Archbishop Wester of Santa Fe

On Thursday, June 4, the Most Rev. John C. Wester, formerly Bishop of Salt Lake City, Utah and prior to that Auxiliary Bishop of San Francisco, will be installed as the Twelfth Archbishop of Santa Fe, New Mexico. His personal arms, assumed at the time of his episcopal ordination in San Francisco, are now marshaled to those of the venerable Archdiocese of Santa Fe the arms of which allude to both Spain and to the titular patron of its cathedral church: St. Francis of Assisi.

The artwork for the coat of arms (below) is by Deacon Paul Sullivan.

wester_santa fe arms

2 thoughts on “Archbishop Wester of Santa Fe

  1. Daniel Romero

    After some further research, the original coat of arms for the Archdiocese of Santa Fe were actually rendered entirely in red and gold when they were designed by the heraldist Pierre Chaignon de la Rose in 1920 at the request of Santa Fe’s sixth Archbishop, Albert T. Daeger, OFM. The red and gold colors were adapted from the Spanish flag to recall that New Mexico was a Spanish colony long before becoming part of Mexico in 1821 and subsequently the United States in 1846. Red and gold are also the colors of the New Mexico state flag. The first five Archbishops were French and did not impale their personal arms to the Archdiocesan arms because one did not exist when Santa Fe became a Diocese in 1853 and subsequently an Archdiocese in 1875. Only after 1920 were the coats of arms of the first five Archbishops “retroactively” impaled with the new Archdiocesan coat of arms designed by Chaignon de la Rose. The coats of arms of all twelve Archbishops of Santa Fe are shown in the nave’s clerestory windows of the Cathedral Basilica of St. Francis of Assisi in Santa Fe.
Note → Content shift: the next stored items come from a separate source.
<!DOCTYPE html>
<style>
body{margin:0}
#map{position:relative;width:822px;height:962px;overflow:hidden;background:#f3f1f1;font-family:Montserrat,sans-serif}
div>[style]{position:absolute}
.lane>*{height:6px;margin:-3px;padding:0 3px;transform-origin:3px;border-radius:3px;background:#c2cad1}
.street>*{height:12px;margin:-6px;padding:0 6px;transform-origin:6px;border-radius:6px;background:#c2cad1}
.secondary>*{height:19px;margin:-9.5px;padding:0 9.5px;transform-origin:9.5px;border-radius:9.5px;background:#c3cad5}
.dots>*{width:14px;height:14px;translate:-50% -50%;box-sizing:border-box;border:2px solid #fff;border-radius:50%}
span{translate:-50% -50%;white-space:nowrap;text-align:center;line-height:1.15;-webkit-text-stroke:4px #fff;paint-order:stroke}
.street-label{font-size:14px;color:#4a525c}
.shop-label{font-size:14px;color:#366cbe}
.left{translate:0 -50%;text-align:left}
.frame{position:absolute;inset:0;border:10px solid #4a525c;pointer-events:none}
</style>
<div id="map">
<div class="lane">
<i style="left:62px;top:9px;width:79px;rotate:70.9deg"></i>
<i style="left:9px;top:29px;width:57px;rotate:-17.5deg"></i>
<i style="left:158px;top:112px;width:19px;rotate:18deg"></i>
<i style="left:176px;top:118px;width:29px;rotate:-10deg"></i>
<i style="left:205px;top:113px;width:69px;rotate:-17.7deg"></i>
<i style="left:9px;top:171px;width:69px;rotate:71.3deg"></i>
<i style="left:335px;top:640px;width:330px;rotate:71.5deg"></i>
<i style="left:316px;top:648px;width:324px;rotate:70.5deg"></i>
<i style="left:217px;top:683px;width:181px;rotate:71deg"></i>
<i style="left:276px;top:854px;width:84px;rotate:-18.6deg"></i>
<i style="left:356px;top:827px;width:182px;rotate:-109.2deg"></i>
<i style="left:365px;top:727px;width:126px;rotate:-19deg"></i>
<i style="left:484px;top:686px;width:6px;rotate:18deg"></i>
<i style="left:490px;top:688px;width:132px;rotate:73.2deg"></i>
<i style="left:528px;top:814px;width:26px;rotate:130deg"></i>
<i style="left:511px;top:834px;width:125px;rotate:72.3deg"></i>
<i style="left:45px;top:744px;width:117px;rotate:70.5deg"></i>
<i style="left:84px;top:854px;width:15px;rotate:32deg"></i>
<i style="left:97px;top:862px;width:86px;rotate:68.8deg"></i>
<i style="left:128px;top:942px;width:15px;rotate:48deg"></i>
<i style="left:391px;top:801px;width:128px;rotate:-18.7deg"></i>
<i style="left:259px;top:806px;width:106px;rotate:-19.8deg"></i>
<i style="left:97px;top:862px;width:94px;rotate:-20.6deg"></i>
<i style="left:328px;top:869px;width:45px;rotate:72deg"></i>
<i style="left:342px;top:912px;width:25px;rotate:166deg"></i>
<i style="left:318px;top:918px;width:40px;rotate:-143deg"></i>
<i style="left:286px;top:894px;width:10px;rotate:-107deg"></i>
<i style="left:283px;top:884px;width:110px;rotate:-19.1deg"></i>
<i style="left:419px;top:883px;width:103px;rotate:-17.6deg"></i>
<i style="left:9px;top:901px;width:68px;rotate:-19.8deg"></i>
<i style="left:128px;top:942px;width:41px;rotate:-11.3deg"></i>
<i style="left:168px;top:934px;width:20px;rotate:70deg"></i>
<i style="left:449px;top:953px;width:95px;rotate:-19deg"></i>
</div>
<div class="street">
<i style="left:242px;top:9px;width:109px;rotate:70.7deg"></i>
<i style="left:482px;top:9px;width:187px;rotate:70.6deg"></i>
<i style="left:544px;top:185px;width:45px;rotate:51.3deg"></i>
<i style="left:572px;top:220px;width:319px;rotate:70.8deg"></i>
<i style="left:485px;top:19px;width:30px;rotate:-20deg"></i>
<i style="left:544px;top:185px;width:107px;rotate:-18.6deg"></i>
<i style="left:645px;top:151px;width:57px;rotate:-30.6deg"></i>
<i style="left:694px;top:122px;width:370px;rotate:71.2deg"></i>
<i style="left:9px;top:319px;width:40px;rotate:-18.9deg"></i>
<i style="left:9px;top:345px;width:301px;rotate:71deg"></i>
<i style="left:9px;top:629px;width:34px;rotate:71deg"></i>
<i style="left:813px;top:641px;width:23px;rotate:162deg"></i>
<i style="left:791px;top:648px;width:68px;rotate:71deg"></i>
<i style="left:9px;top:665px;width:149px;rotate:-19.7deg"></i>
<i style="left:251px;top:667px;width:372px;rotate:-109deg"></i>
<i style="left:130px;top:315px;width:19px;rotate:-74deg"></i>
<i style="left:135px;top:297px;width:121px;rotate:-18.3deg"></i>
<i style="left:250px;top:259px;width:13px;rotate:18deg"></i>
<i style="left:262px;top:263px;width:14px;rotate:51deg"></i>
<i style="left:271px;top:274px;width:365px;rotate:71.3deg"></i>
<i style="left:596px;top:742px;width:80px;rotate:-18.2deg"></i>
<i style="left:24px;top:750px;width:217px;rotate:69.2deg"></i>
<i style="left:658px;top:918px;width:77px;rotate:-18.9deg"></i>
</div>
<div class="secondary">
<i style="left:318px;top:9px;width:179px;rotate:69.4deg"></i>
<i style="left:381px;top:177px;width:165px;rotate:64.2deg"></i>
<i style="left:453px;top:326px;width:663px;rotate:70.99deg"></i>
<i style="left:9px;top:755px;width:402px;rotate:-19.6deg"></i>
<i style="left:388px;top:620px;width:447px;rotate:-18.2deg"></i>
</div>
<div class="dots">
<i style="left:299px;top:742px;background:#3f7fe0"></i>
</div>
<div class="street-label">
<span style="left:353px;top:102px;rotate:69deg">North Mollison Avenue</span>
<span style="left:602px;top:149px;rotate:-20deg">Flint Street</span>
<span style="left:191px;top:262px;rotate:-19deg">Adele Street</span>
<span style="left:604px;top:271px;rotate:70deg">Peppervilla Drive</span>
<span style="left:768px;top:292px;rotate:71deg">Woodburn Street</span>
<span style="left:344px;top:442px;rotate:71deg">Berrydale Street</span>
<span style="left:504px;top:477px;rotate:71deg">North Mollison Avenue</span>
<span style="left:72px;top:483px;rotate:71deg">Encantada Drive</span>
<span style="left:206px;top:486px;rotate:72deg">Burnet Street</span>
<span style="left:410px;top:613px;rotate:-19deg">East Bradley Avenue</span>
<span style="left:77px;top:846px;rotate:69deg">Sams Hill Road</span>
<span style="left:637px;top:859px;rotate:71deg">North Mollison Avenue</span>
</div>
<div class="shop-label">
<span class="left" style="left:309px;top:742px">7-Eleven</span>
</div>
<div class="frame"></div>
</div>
    When Deacon Paul Sullivan was commissioned to design and render Archbishop Michael Sheehan’s coat of arms for his installation in September 1993 (Sullivan had designed then-Bishop’s Sheehan’s coat of arms when he became the first Bishop of Lubbock in 1983), the red and gold continued to be reflected in the Archdiocesan coat of arms. This was also the case with designs for the succeeding four Archbishops after Daeger which were done by the heraldist William F. J. Ryan. Chaignon de la Rose designed Archbishop Daeger’s coat of arms. In 1998 during the Archdiocese’s Cuarto Centenario celebration (i.e. 400th Anniversary) of the arrival of Catholicism in New Mexico, the Archdiocesan arms were modified from the Chaignon de la Rose design and rendered in red, gold, silver and “proper.” However, Archbishop Sheehan’s coat of arms were never modified when this change happened. So I suspect for Archbishop John Wester’s installation in June 2015, a decision was made to impale his personal coat of arms (which he carried forward from being Auxiliary Bishop of San Francisco and Bishop of Salt Lake City) with the Archdiocesan coat of arms now rendered in red, gold, silver and “proper.” In addition, Archbishop Wester’s design is also the first time a pallium has been used between the shield and the ribbon with his episcopal motto.